CMSC 491 Spring 2016 Extra Credit Homework 5

Introduction

In this homework, we'll be re-creating the functionality of Homework 4 (Accumulo + WebApp) using a Storm topology and Redis. This will provide a more real-time experience and make the app a little more interesting. You'll need to re-use your Avro schema as well as your Kafka producer. Make sure HDFS, ZooKeeper, Kafka, and Storm are running.

This homework (and all future homeworks) will require heavy internet searching and reading!

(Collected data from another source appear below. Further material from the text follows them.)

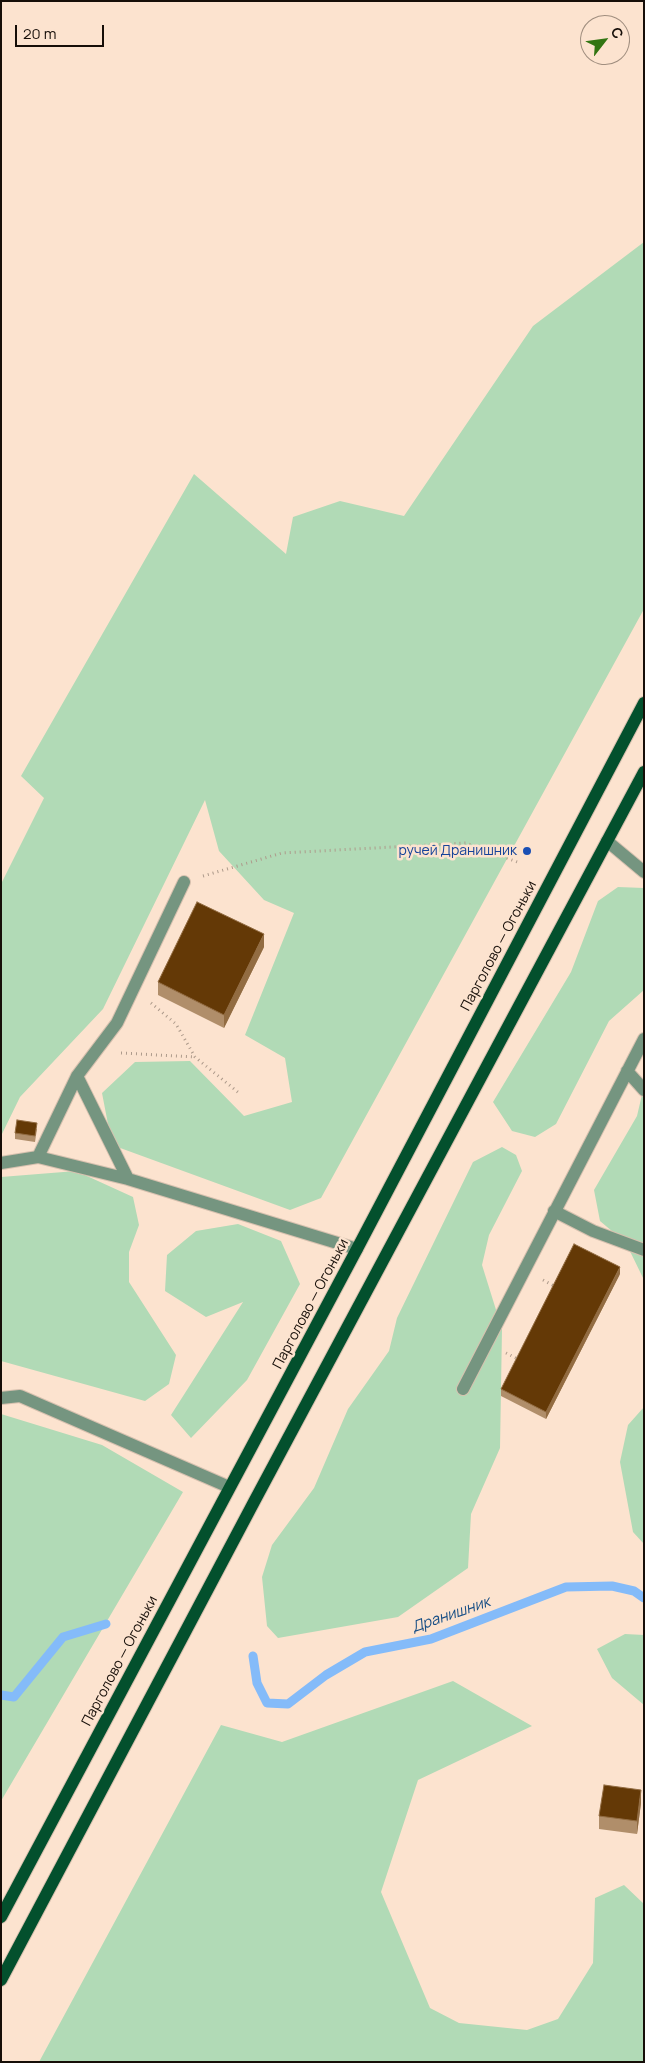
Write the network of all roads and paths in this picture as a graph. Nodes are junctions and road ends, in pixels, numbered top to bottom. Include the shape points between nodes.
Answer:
1 (644, 703) edge
2 (644, 772) edge
3 (607, 841) junction
4 (520, 863) dead end
5 (644, 872) edge
6 (184, 882) joint
7 (134, 988) junction
8 (644, 1039) edge
9 (95, 1052) junction
10 (195, 1057) junction
11 (627, 1071) junction
12 (77, 1076) junction
13 (644, 1090) edge
14 (239, 1093) dead end
15 (38, 1157) junction
16 (1, 1163) edge
17 (128, 1179) junction
18 (554, 1211) junction
19 (357, 1249) junction
20 (644, 1250) edge
21 (463, 1389) dead end
22 (1, 1398) edge
23 (229, 1487) junction
24 (1, 1918) edge
25 (1, 1980) edge

1 - 19 main road, Парголово — Огоньки
2 - 3 main road
3 - 5 lane
3 - 25 main road
4 - 6 path via 466,843 282,853
6 - 7 lane
7 - 9 lane via 116,1023
7 - 10 path via 176,1024
8 - 11 lane
9 - 10 path
9 - 12 lane
10 - 14 path
11 - 13 lane
11 - 18 lane
12 - 15 lane
12 - 17 lane
15 - 16 lane
15 - 17 lane
17 - 19 lane
18 - 20 lane via 593,1231
18 - 21 lane
19 - 23 main road, Парголово — Огоньки
22 - 23 lane via 20,1396
23 - 24 main road, Парголово — Огоньки

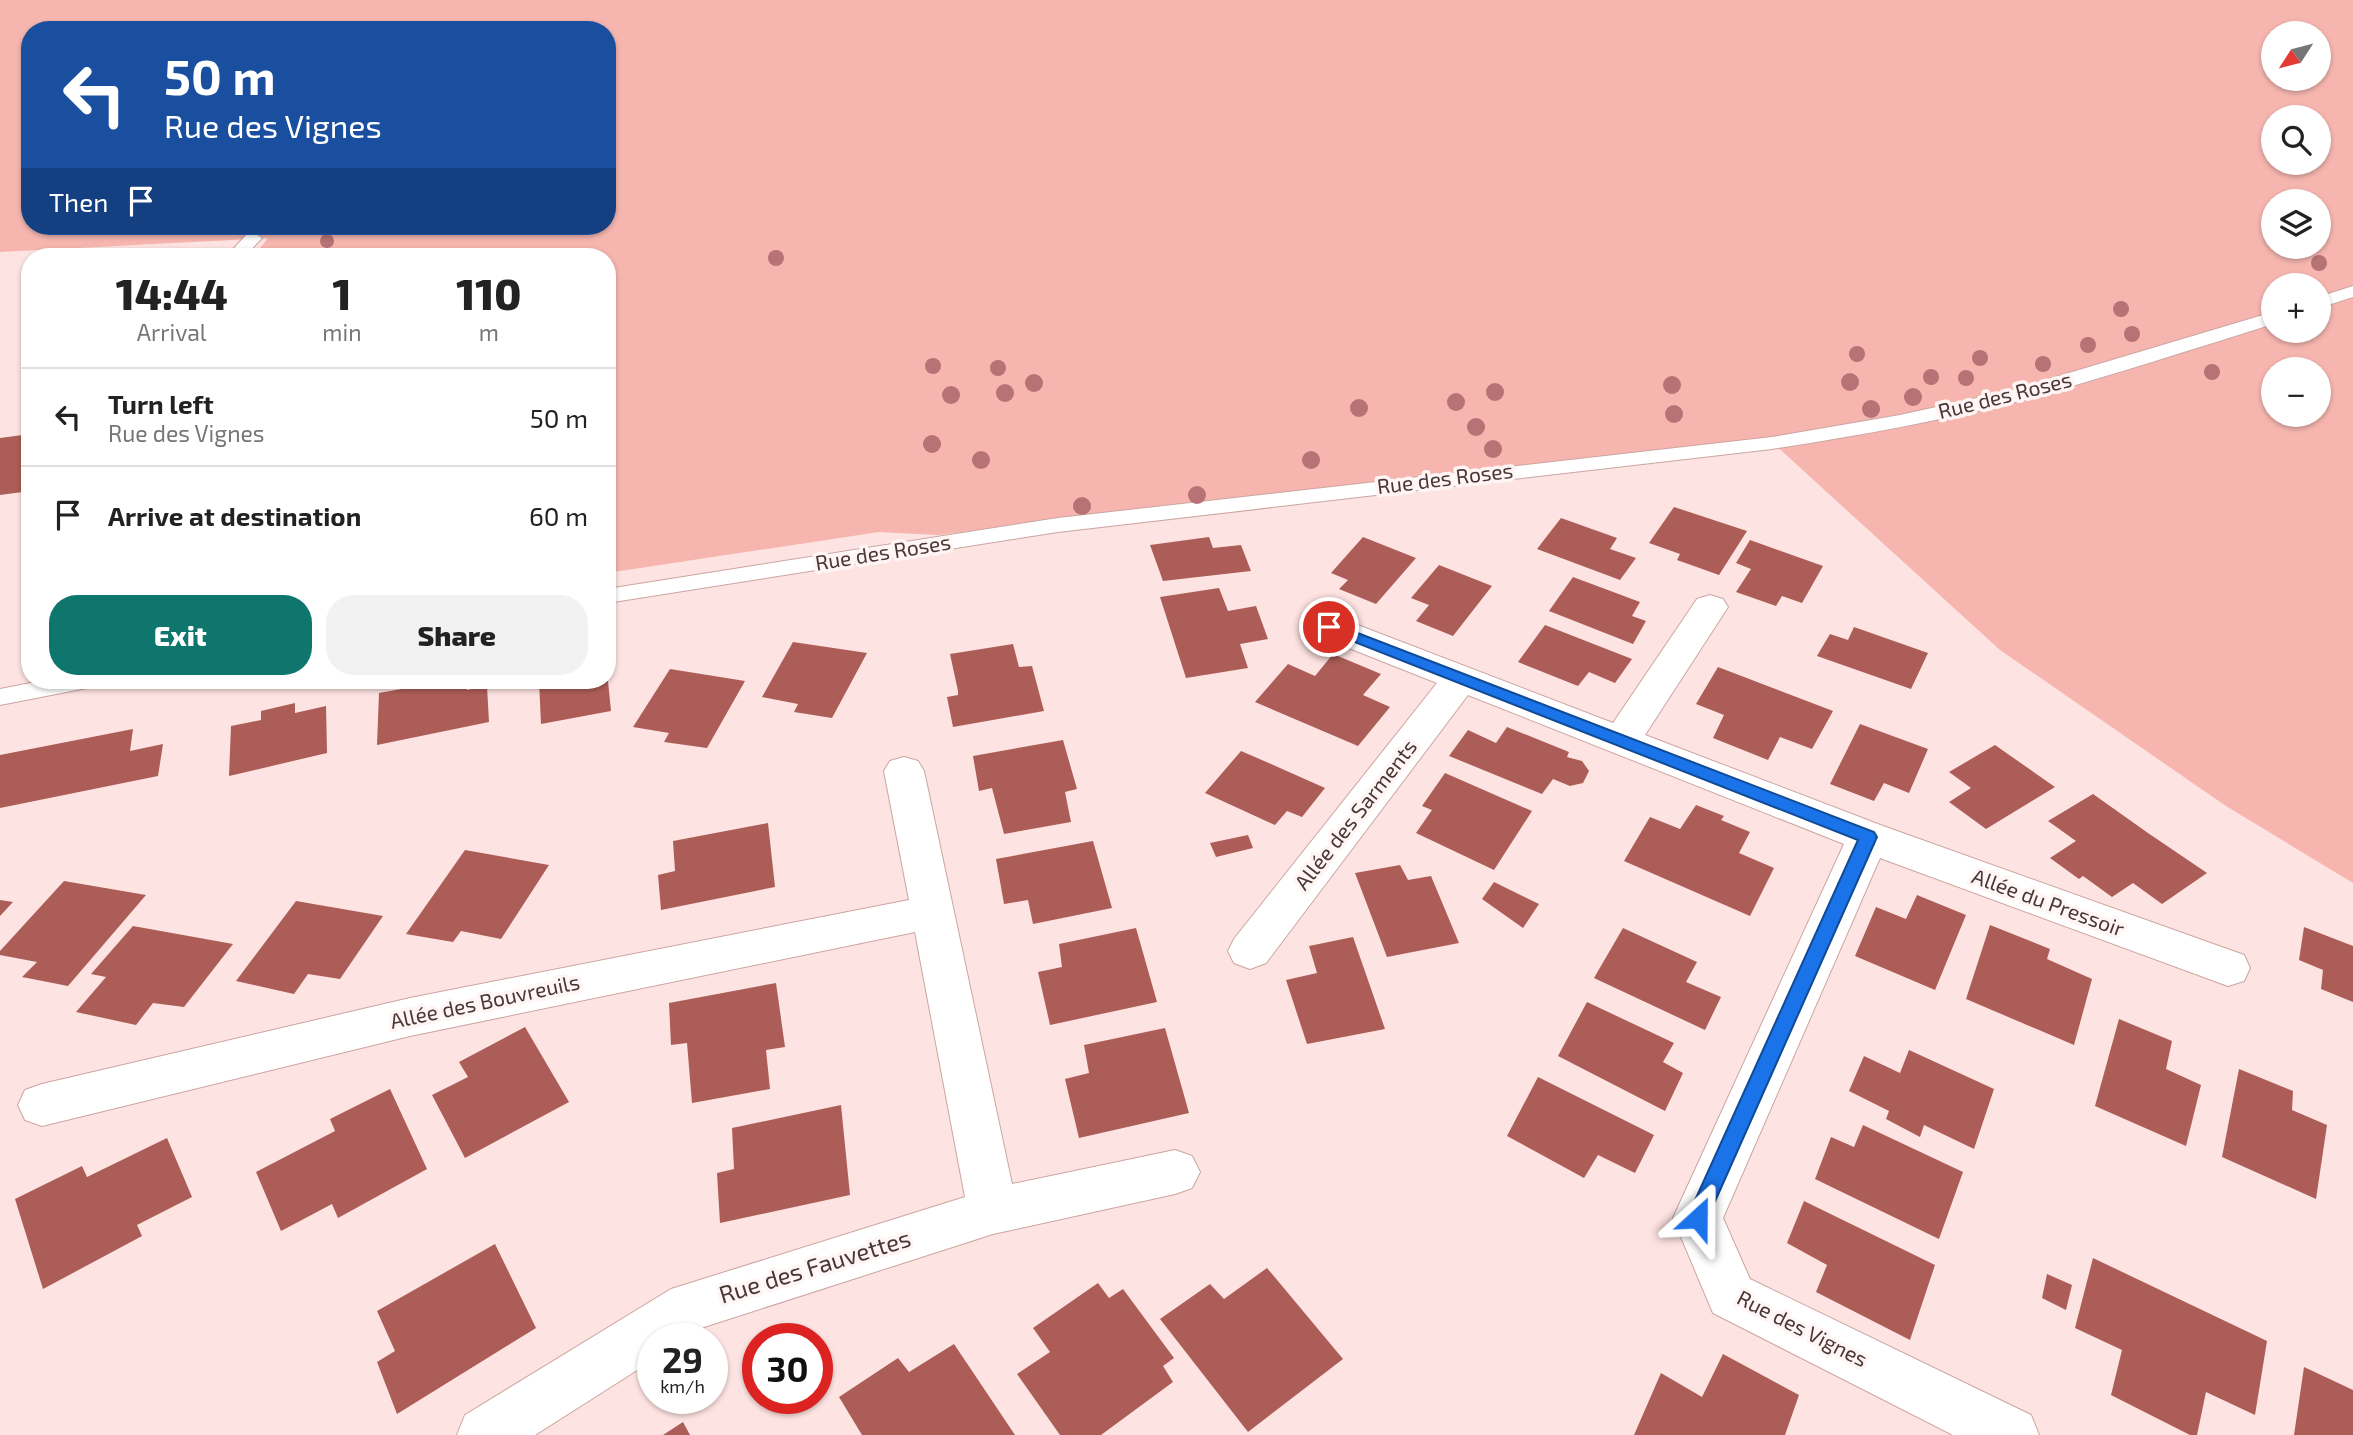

Use of these tools is best learnt by trial and error, so hit up the Googles.

Goals

Install Storm and Redis
Create and deploy a Storm topology to consume data from your Kafka Tweet topic, updating data in Redis
Create a RedisDataFetcher to display the information in near-real time.

Part 1: Download and Start Storm

Follow the below instructions to install and start Storm, using a pre-configured Storm tarball for this class.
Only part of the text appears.